Back in ~2005, I learned about fractals and Mandelbrot sets for my first time from a friend of mine. I became interested, and started working on my own fractal rendering program. After some time I had an interactive program that could render Mandelbrot sets, Julia sets, Buddhabrots, Anti-buddhabrots, and my own tweaked version of a Buddhabrot. I called this program Project[Chaos] (until I could choose a proper name for it).

Project[Chaos] is pulling a phoenix right now. The first version was more of a prototype, and I haven't worked on it for years. I'm rewriting the entire program, with the following goals:

  • High Scalability. I want to take advantage of every core, and eventually handle distributed computing.
  • Unlimited Zooming. I've worked on an arbitrary precision arithmetic library before, and now I want to rewrite it and be able to properly handle any precision for unlimited zooming (within the limits of your memory, of course).
  • Highly Optimized. It needs to be fast. I've got several ideas about this, but really I'm just excited to learn some assembly and SSE.
  • Really Flexible. It's my goal to render any type of fractal (2D, 3D, 4D, IFS, L-system, whatever) and allow for user-defined fractals and provide input parameter controllers.
  • Cross Platform. Windows, Linux, and OS X.
  • Pretty. Gradient support (with some suggested gradients (kuler, anyone?)) where gradients can be edited and results are shown in realtime (for fractals where gradients make sense); PNG output; video output (with full parameter tweening between "keyframes"); customizable rendering; etc.

This project is currently in the "womb" it's so young—it is still in very early deveopment. As this project progresses, I'll update this page and shift from focusing on my goals to what the project actually is (and probably discuss how it works too). I'll also post plenty of screenshots as they become available.

Currently, there's only support for L-systems, Mandelbrot sets, and Buddhabrots, with none of the cool features above. I'm still prototyping the software's architecture (flexible, optimized, and distributed are tricky to all pair together while keeping a clean architecture). I'm getting a feel for what it takes to support several very different types of fractals (next I'm doing Lorenz systems, quaternion Julia sets, IFS (rendered with bitmaps or vector primitives), and some others I've forgotten).

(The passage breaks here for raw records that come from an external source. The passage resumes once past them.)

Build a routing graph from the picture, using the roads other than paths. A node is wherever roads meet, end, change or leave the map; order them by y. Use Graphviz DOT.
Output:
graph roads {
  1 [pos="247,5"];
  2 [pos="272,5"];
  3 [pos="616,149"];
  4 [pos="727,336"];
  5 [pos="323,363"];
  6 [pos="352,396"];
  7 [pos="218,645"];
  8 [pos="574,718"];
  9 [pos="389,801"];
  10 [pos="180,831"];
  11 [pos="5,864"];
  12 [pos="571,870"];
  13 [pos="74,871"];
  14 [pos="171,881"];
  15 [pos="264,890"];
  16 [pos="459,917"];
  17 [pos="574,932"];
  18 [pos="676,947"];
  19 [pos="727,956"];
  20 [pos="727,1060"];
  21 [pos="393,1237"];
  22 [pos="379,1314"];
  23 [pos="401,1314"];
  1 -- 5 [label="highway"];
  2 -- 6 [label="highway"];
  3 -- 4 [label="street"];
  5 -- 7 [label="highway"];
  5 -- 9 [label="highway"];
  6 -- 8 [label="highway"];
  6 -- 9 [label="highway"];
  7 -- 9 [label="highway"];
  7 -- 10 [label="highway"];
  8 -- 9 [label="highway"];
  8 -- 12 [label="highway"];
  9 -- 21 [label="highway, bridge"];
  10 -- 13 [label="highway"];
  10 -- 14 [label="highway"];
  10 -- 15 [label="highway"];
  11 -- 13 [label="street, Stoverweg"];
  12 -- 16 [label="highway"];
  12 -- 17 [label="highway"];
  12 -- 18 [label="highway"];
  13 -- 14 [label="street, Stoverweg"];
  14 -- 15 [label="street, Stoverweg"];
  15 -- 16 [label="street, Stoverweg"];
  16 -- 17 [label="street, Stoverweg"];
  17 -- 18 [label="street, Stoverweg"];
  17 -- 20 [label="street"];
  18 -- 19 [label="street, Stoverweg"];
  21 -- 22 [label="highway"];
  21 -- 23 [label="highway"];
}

A note on what won't be supported: There are some cool things you can do with fractals, like large scale landscapes. I don't have any plans on competing with Terragen. I haven't worked on large fractal landscapes with vegetation or things like snow, and I currently do not plan on supporting them. I also do not plan on allowing 3D geometry to be generated and rendered in a traditional way via OpenGL. We'll see where things end up once the above goals have been properly met.

Until I make more progress, I'll post some screenshots of my old program. Remember, these are several years old.

1 comment:

  1. Don't know much about the technical stuff, but it looks really cool!